(Saved data entries)
================

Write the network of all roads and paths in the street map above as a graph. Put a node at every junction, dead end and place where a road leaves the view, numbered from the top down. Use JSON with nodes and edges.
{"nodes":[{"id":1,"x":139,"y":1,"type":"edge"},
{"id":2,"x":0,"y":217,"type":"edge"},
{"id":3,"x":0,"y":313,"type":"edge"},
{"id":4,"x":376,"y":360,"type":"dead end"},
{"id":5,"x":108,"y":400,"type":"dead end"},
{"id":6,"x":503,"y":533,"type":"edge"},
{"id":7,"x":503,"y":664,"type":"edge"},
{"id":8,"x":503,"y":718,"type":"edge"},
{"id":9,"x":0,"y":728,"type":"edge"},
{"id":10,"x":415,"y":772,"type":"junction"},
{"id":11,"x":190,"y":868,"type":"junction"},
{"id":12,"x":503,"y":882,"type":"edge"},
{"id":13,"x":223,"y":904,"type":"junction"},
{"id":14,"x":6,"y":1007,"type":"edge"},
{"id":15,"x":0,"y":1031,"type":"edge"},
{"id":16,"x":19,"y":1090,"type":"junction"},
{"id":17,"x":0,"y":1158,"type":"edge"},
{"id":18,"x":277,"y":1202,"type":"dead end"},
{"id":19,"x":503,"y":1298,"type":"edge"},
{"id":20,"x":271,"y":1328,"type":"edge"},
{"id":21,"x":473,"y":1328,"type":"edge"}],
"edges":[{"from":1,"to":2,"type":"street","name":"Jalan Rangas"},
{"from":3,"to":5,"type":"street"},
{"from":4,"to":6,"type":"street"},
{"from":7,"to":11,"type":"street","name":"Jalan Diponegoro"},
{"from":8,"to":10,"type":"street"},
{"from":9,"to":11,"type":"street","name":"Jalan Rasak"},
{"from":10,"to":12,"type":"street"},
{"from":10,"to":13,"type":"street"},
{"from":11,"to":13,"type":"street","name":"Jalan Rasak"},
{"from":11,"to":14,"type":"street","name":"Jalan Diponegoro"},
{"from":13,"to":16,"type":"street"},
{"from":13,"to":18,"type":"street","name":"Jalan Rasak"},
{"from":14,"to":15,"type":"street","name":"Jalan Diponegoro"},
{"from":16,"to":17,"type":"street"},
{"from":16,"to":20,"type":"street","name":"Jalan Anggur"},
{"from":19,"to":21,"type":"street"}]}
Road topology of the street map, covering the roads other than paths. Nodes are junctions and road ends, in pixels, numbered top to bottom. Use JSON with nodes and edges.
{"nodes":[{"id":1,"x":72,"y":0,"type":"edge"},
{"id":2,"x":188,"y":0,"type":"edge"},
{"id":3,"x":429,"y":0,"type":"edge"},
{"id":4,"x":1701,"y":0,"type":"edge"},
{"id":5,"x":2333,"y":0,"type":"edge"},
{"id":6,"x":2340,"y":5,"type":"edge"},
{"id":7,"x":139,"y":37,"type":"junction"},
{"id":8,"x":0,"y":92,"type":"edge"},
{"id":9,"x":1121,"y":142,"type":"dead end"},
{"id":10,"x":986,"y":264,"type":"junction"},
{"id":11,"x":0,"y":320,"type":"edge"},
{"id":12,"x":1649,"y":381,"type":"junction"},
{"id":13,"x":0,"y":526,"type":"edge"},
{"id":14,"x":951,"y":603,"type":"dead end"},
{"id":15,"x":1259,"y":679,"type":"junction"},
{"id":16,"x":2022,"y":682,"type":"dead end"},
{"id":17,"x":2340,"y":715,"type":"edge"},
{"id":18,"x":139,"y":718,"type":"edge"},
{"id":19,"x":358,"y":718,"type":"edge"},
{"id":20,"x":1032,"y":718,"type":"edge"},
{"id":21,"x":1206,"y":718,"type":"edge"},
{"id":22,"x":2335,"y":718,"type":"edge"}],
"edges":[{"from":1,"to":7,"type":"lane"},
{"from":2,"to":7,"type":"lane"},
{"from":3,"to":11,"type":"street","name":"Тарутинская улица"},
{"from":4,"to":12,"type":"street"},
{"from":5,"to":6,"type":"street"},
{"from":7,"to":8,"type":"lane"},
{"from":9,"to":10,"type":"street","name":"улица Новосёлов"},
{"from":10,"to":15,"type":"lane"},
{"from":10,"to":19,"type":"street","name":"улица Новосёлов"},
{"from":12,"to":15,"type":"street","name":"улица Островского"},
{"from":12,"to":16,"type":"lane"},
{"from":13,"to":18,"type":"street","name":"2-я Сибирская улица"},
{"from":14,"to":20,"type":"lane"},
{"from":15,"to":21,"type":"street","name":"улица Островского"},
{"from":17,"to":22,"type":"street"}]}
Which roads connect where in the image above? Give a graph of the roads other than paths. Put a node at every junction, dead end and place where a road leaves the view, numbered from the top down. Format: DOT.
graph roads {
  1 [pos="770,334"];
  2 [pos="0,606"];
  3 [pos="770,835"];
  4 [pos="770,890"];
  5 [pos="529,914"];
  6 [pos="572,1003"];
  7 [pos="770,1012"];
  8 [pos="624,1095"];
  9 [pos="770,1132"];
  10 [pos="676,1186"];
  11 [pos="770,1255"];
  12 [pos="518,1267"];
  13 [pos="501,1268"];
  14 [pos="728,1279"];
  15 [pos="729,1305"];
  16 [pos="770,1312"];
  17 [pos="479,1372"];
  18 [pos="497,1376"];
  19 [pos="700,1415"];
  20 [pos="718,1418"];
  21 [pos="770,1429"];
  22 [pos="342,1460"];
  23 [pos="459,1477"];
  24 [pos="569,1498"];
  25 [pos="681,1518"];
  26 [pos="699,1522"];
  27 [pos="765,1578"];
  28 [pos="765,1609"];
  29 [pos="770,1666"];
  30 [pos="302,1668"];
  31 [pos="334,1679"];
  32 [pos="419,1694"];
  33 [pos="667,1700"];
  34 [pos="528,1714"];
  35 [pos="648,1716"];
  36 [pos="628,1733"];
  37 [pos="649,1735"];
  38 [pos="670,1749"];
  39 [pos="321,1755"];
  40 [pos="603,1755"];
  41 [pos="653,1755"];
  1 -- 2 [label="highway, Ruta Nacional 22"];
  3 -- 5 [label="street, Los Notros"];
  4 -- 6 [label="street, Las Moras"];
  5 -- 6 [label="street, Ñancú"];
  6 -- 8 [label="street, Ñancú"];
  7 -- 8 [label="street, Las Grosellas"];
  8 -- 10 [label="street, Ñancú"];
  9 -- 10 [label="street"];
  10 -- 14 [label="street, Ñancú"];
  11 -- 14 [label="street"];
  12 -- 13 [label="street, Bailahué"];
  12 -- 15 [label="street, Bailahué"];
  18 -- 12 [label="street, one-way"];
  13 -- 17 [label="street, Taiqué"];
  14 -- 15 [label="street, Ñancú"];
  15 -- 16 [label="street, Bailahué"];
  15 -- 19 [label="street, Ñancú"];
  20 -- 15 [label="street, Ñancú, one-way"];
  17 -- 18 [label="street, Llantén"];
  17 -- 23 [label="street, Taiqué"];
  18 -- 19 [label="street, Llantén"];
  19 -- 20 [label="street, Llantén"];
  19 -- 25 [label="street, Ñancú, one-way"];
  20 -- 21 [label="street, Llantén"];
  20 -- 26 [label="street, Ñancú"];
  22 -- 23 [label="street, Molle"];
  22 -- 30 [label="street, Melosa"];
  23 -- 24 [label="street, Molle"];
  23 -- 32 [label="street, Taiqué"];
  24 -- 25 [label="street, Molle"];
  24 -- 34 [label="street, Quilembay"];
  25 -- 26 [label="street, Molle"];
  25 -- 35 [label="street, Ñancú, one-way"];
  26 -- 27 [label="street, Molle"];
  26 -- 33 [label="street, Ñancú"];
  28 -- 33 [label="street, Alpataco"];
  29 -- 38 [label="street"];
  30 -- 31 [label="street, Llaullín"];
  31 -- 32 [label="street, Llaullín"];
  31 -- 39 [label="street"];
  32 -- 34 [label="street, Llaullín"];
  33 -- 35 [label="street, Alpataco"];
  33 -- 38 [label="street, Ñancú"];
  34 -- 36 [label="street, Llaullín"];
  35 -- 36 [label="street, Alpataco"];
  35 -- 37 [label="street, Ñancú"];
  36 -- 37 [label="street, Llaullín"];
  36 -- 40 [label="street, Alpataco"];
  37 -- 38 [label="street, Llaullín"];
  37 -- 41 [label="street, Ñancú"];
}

================

> [EXERCISE OBJECTIVE] If a line in the records above holds the string "улица", copy it.

> [ANSWER BELOW]
{"from":3,"to":11,"type":"street","name":"Тарутинская улица"},
{"from":9,"to":10,"type":"street","name":"улица Новосёлов"},
{"from":10,"to":19,"type":"street","name":"улица Новосёлов"},
{"from":12,"to":15,"type":"street","name":"улица Островского"},
{"from":13,"to":18,"type":"street","name":"2-я Сибирская улица"},
{"from":15,"to":21,"type":"street","name":"улица Островского"},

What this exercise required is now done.